WORK REQUIRED = Every record that follows is to be copied exactly, with the pictures omitted.
INFORMATION SHOWN Block Start
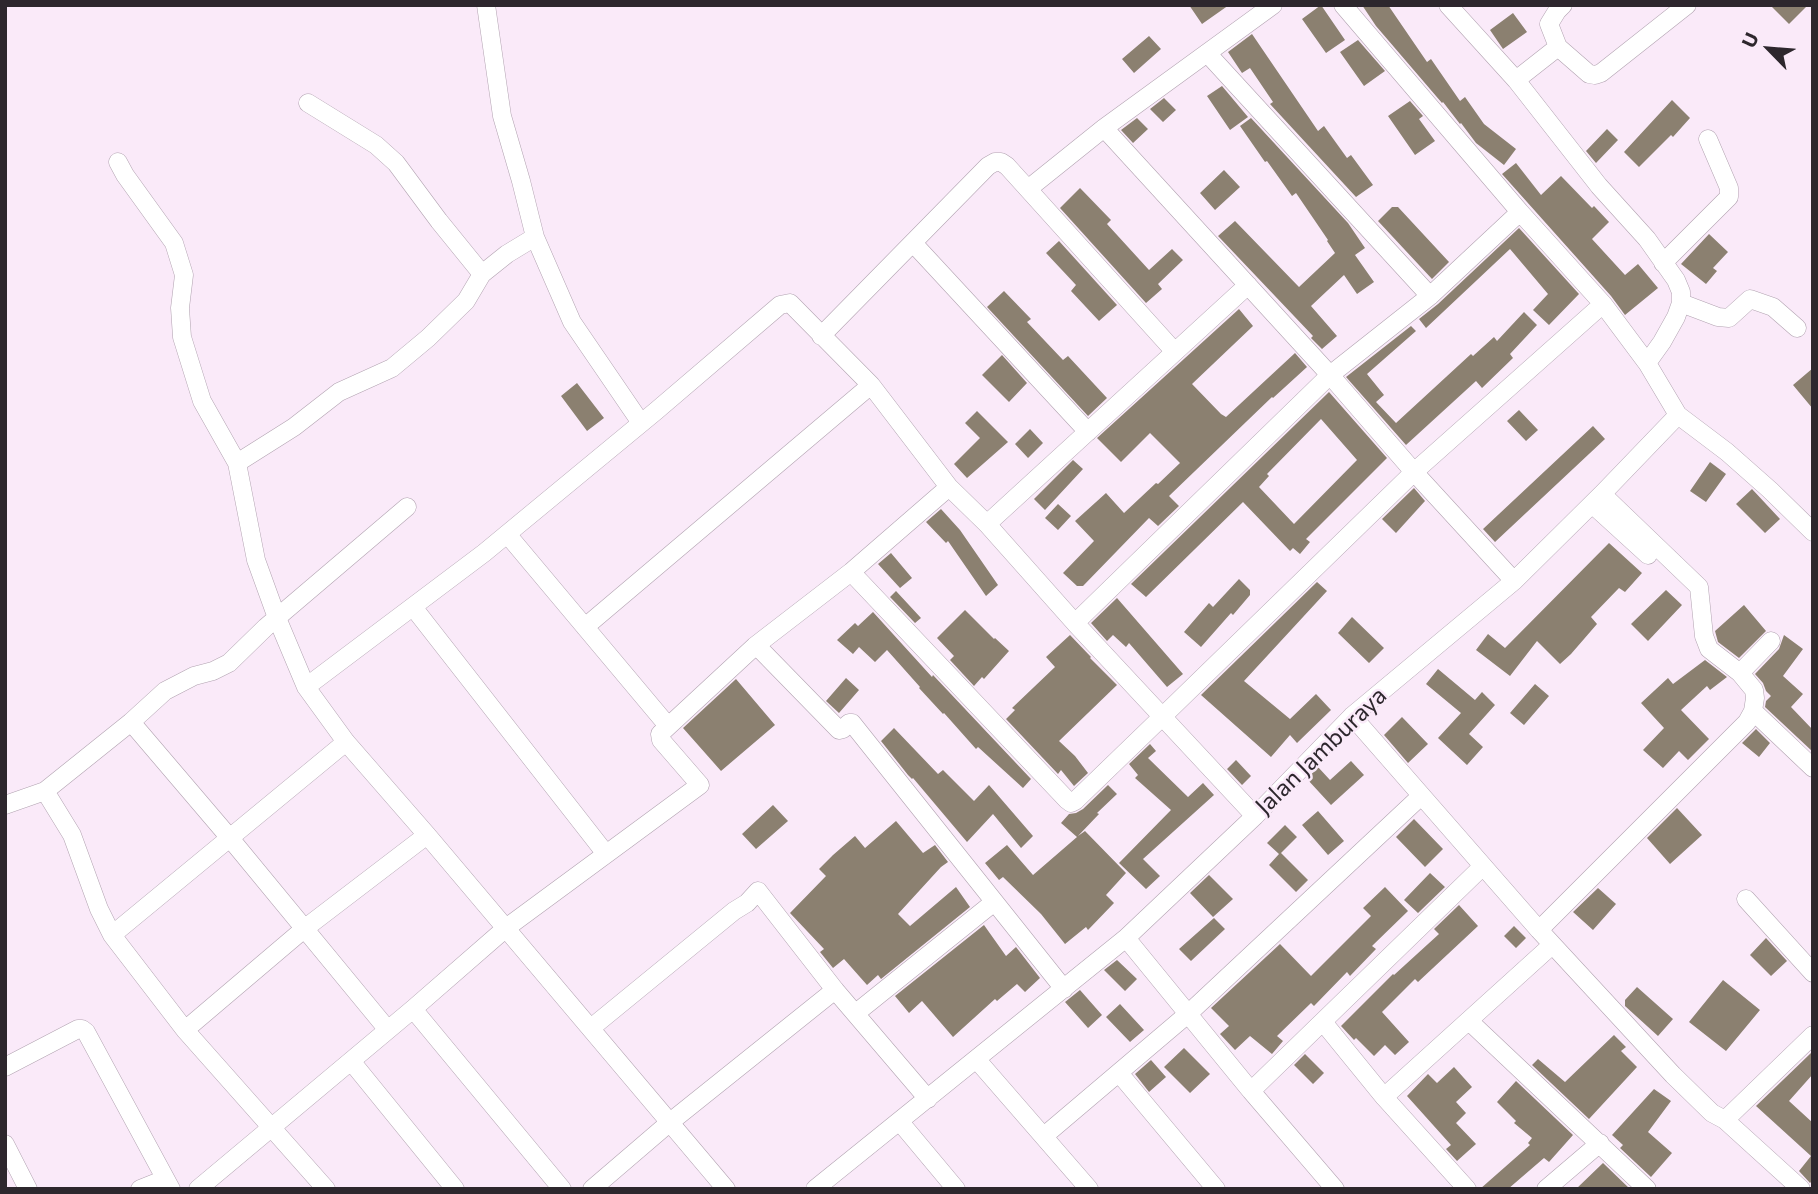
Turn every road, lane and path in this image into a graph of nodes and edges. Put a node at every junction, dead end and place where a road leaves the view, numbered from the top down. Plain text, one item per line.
1 (486, 5) edge
2 (1273, 5) edge
3 (1343, 5) edge
4 (1448, 5) edge
5 (1563, 5) edge
6 (1687, 5) edge
7 (1558, 47) junction
8 (1207, 53) junction
9 (1516, 79) junction
10 (309, 103) dead end
11 (1104, 128) junction
12 (1708, 139) dead end
13 (118, 162) dead end
14 (1028, 189) junction
15 (1520, 212) junction
16 (535, 237) junction
17 (913, 243) junction
18 (1663, 263) junction
19 (482, 274) junction
20 (1248, 285) junction
21 (1430, 296) junction
22 (1681, 303) junction
23 (1603, 304) junction
24 (1797, 328) dead end
25 (821, 336) junction
26 (1175, 352) junction
27 (1647, 363) junction
28 (1331, 375) junction
29 (871, 385) junction
30 (1678, 415) junction
31 (641, 423) junction
32 (1088, 432) junction
33 (237, 463) junction
34 (1414, 472) junction
35 (949, 487) junction
36 (1597, 499) junction
37 (407, 507) dead end
38 (987, 524) junction
39 (1813, 532) edge
40 (507, 534) junction
41 (850, 572) junction
42 (1514, 581) junction
43 (413, 607) junction
44 (277, 618) junction
45 (1075, 623) junction
46 (585, 627) junction
47 (1771, 640) dead end
48 (756, 645) junction
49 (1740, 673) junction
50 (306, 687) junction
51 (1753, 711) junction
52 (1163, 716) junction
53 (1352, 716) junction
54 (131, 722) junction
55 (668, 726) junction
56 (346, 742) junction
57 (1813, 768) edge
58 (45, 791) junction
59 (1421, 796) junction
60 (5, 805) edge
61 (1255, 816) junction
62 (427, 835) junction
63 (229, 837) junction
64 (606, 854) junction
65 (1483, 866) junction
66 (1746, 899) dead end
67 (993, 902) junction
68 (506, 928) junction
69 (304, 929) junction
70 (1539, 930) junction
71 (112, 934) junction
72 (1126, 938) junction
73 (1552, 945) junction
74 (1813, 973) edge
75 (835, 989) junction
76 (1063, 989) junction
77 (413, 1009) junction
78 (856, 1013) junction
79 (1189, 1013) junction
80 (1469, 1021) junction
81 (1323, 1023) junction
82 (591, 1028) junction
83 (186, 1030) junction
84 (388, 1030) junction
85 (1813, 1035) edge
86 (977, 1060) junction
87 (351, 1061) junction
88 (5, 1067) edge
89 (1119, 1073) junction
90 (1251, 1091) junction
91 (1384, 1097) junction
92 (928, 1099) junction
93 (1725, 1120) junction
94 (900, 1122) junction
95 (669, 1123) junction
96 (272, 1126) junction
97 (1044, 1136) junction
98 (1600, 1143) junction
99 (5, 1144) edge
100 (168, 1184) edge
101 (818, 1188) edge
102 (28, 1189) edge
103 (140, 1189) edge
104 (198, 1189) edge
105 (326, 1189) edge
106 (455, 1189) edge
107 (562, 1189) edge
108 (592, 1189) edge
109 (726, 1189) edge
110 (956, 1189) edge
111 (1089, 1189) edge
112 (1216, 1189) edge
113 (1335, 1189) edge
114 (1467, 1189) edge
115 (1546, 1189) edge
116 (1647, 1189) edge
117 (1801, 1189) edge

1 - 16 street
2 - 8 street
3 - 15 street
4 - 9 street
5 - 7 street
6 - 7 street
7 - 9 street
8 - 11 street
8 - 21 street
9 - 18 street
10 - 19 street
11 - 14 street
11 - 20 street
12 - 18 street
13 - 33 street
14 - 17 street
14 - 26 street
15 - 21 street
15 - 23 street
16 - 19 street
16 - 31 street
17 - 25 street
17 - 32 street
18 - 22 street
19 - 33 street
20 - 26 street
20 - 28 street
21 - 28 street
22 - 24 street
22 - 27 street
23 - 27 street
23 - 34 street
25 - 29 street
25 - 31 street
26 - 32 street
27 - 30 street
28 - 34 street
28 - 45 street
29 - 35 street
29 - 46 street
30 - 36 street, Jalan Jamburaya
30 - 39 street
31 - 40 street
32 - 38 street
33 - 44 street
34 - 42 street
34 - 52 street
35 - 38 street
35 - 41 street
36 - 42 street, Jalan Jamburaya
36 - 49 street
37 - 44 street
38 - 45 street
40 - 43 street
40 - 46 street
41 - 48 street
41 - 52 street
42 - 53 street, Jalan Jamburaya
43 - 50 street
43 - 64 street
44 - 50 street
44 - 54 street
45 - 52 street
46 - 55 street
47 - 49 street
48 - 55 street
48 - 67 street
49 - 51 street
50 - 56 street
51 - 57 street
51 - 70 street
52 - 61 street
53 - 59 street
53 - 61 street, Jalan Jamburaya
54 - 58 street
54 - 63 street
55 - 64 street
56 - 62 street
56 - 63 street
58 - 60 street
58 - 71 street
59 - 65 street
59 - 79 street
61 - 72 street, Jalan Jamburaya
62 - 68 street
62 - 69 street
63 - 69 street
63 - 71 street
64 - 68 street
65 - 70 street
65 - 81 street
66 - 74 street
67 - 76 street
67 - 78 street
68 - 77 street
68 - 82 street
69 - 83 street
69 - 84 street
70 - 73 street
71 - 83 street
72 - 76 street, Jalan Jamburaya
72 - 79 street
73 - 80 street
73 - 93 street
75 - 78 street
75 - 82 street
75 - 95 street
76 - 86 street, Jalan Jamburaya
77 - 84 street
77 - 107 street
78 - 92 street
79 - 89 street
79 - 90 street
80 - 91 street
80 - 98 street
81 - 90 street
81 - 91 street
82 - 95 street
83 - 96 street
84 - 87 street
85 - 93 street
86 - 92 street, Jalan Jamburaya
86 - 97 street
87 - 96 street
87 - 106 street
88 - 100 street
89 - 97 street
89 - 112 street
90 - 113 street
91 - 114 street
92 - 94 street, Jalan Jamburaya
93 - 117 street
94 - 101 street, Jalan Jamburaya
94 - 110 street
95 - 108 street
95 - 109 street
96 - 104 street
96 - 105 street
97 - 111 street
98 - 115 street
98 - 116 street
99 - 102 street
100 - 103 street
INFORMATION SHOWN Block End
OUTPUT BELOW =
Turn every road, lane and path in this image into a graph of nodes and edges. Put a node at every junction, dead end and place where a road leaves the view, numbered from the top down. Plain text, one item per line.
1 (486, 5) edge
2 (1273, 5) edge
3 (1343, 5) edge
4 (1448, 5) edge
5 (1563, 5) edge
6 (1687, 5) edge
7 (1558, 47) junction
8 (1207, 53) junction
9 (1516, 79) junction
10 (309, 103) dead end
11 (1104, 128) junction
12 (1708, 139) dead end
13 (118, 162) dead end
14 (1028, 189) junction
15 (1520, 212) junction
16 (535, 237) junction
17 (913, 243) junction
18 (1663, 263) junction
19 (482, 274) junction
20 (1248, 285) junction
21 (1430, 296) junction
22 (1681, 303) junction
23 (1603, 304) junction
24 (1797, 328) dead end
25 (821, 336) junction
26 (1175, 352) junction
27 (1647, 363) junction
28 (1331, 375) junction
29 (871, 385) junction
30 (1678, 415) junction
31 (641, 423) junction
32 (1088, 432) junction
33 (237, 463) junction
34 (1414, 472) junction
35 (949, 487) junction
36 (1597, 499) junction
37 (407, 507) dead end
38 (987, 524) junction
39 (1813, 532) edge
40 (507, 534) junction
41 (850, 572) junction
42 (1514, 581) junction
43 (413, 607) junction
44 (277, 618) junction
45 (1075, 623) junction
46 (585, 627) junction
47 (1771, 640) dead end
48 (756, 645) junction
49 (1740, 673) junction
50 (306, 687) junction
51 (1753, 711) junction
52 (1163, 716) junction
53 (1352, 716) junction
54 (131, 722) junction
55 (668, 726) junction
56 (346, 742) junction
57 (1813, 768) edge
58 (45, 791) junction
59 (1421, 796) junction
60 (5, 805) edge
61 (1255, 816) junction
62 (427, 835) junction
63 (229, 837) junction
64 (606, 854) junction
65 (1483, 866) junction
66 (1746, 899) dead end
67 (993, 902) junction
68 (506, 928) junction
69 (304, 929) junction
70 (1539, 930) junction
71 (112, 934) junction
72 (1126, 938) junction
73 (1552, 945) junction
74 (1813, 973) edge
75 (835, 989) junction
76 (1063, 989) junction
77 (413, 1009) junction
78 (856, 1013) junction
79 (1189, 1013) junction
80 (1469, 1021) junction
81 (1323, 1023) junction
82 (591, 1028) junction
83 (186, 1030) junction
84 (388, 1030) junction
85 (1813, 1035) edge
86 (977, 1060) junction
87 (351, 1061) junction
88 (5, 1067) edge
89 (1119, 1073) junction
90 (1251, 1091) junction
91 (1384, 1097) junction
92 (928, 1099) junction
93 (1725, 1120) junction
94 (900, 1122) junction
95 (669, 1123) junction
96 (272, 1126) junction
97 (1044, 1136) junction
98 (1600, 1143) junction
99 (5, 1144) edge
100 (168, 1184) edge
101 (818, 1188) edge
102 (28, 1189) edge
103 (140, 1189) edge
104 (198, 1189) edge
105 (326, 1189) edge
106 (455, 1189) edge
107 (562, 1189) edge
108 (592, 1189) edge
109 (726, 1189) edge
110 (956, 1189) edge
111 (1089, 1189) edge
112 (1216, 1189) edge
113 (1335, 1189) edge
114 (1467, 1189) edge
115 (1546, 1189) edge
116 (1647, 1189) edge
117 (1801, 1189) edge

1 - 16 street
2 - 8 street
3 - 15 street
4 - 9 street
5 - 7 street
6 - 7 street
7 - 9 street
8 - 11 street
8 - 21 street
9 - 18 street
10 - 19 street
11 - 14 street
11 - 20 street
12 - 18 street
13 - 33 street
14 - 17 street
14 - 26 street
15 - 21 street
15 - 23 street
16 - 19 street
16 - 31 street
17 - 25 street
17 - 32 street
18 - 22 street
19 - 33 street
20 - 26 street
20 - 28 street
21 - 28 street
22 - 24 street
22 - 27 street
23 - 27 street
23 - 34 street
25 - 29 street
25 - 31 street
26 - 32 street
27 - 30 street
28 - 34 street
28 - 45 street
29 - 35 street
29 - 46 street
30 - 36 street, Jalan Jamburaya
30 - 39 street
31 - 40 street
32 - 38 street
33 - 44 street
34 - 42 street
34 - 52 street
35 - 38 street
35 - 41 street
36 - 42 street, Jalan Jamburaya
36 - 49 street
37 - 44 street
38 - 45 street
40 - 43 street
40 - 46 street
41 - 48 street
41 - 52 street
42 - 53 street, Jalan Jamburaya
43 - 50 street
43 - 64 street
44 - 50 street
44 - 54 street
45 - 52 street
46 - 55 street
47 - 49 street
48 - 55 street
48 - 67 street
49 - 51 street
50 - 56 street
51 - 57 street
51 - 70 street
52 - 61 street
53 - 59 street
53 - 61 street, Jalan Jamburaya
54 - 58 street
54 - 63 street
55 - 64 street
56 - 62 street
56 - 63 street
58 - 60 street
58 - 71 street
59 - 65 street
59 - 79 street
61 - 72 street, Jalan Jamburaya
62 - 68 street
62 - 69 street
63 - 69 street
63 - 71 street
64 - 68 street
65 - 70 street
65 - 81 street
66 - 74 street
67 - 76 street
67 - 78 street
68 - 77 street
68 - 82 street
69 - 83 street
69 - 84 street
70 - 73 street
71 - 83 street
72 - 76 street, Jalan Jamburaya
72 - 79 street
73 - 80 street
73 - 93 street
75 - 78 street
75 - 82 street
75 - 95 street
76 - 86 street, Jalan Jamburaya
77 - 84 street
77 - 107 street
78 - 92 street
79 - 89 street
79 - 90 street
80 - 91 street
80 - 98 street
81 - 90 street
81 - 91 street
82 - 95 street
83 - 96 street
84 - 87 street
85 - 93 street
86 - 92 street, Jalan Jamburaya
86 - 97 street
87 - 96 street
87 - 106 street
88 - 100 street
89 - 97 street
89 - 112 street
90 - 113 street
91 - 114 street
92 - 94 street, Jalan Jamburaya
93 - 117 street
94 - 101 street, Jalan Jamburaya
94 - 110 street
95 - 108 street
95 - 109 street
96 - 104 street
96 - 105 street
97 - 111 street
98 - 115 street
98 - 116 street
99 - 102 street
100 - 103 street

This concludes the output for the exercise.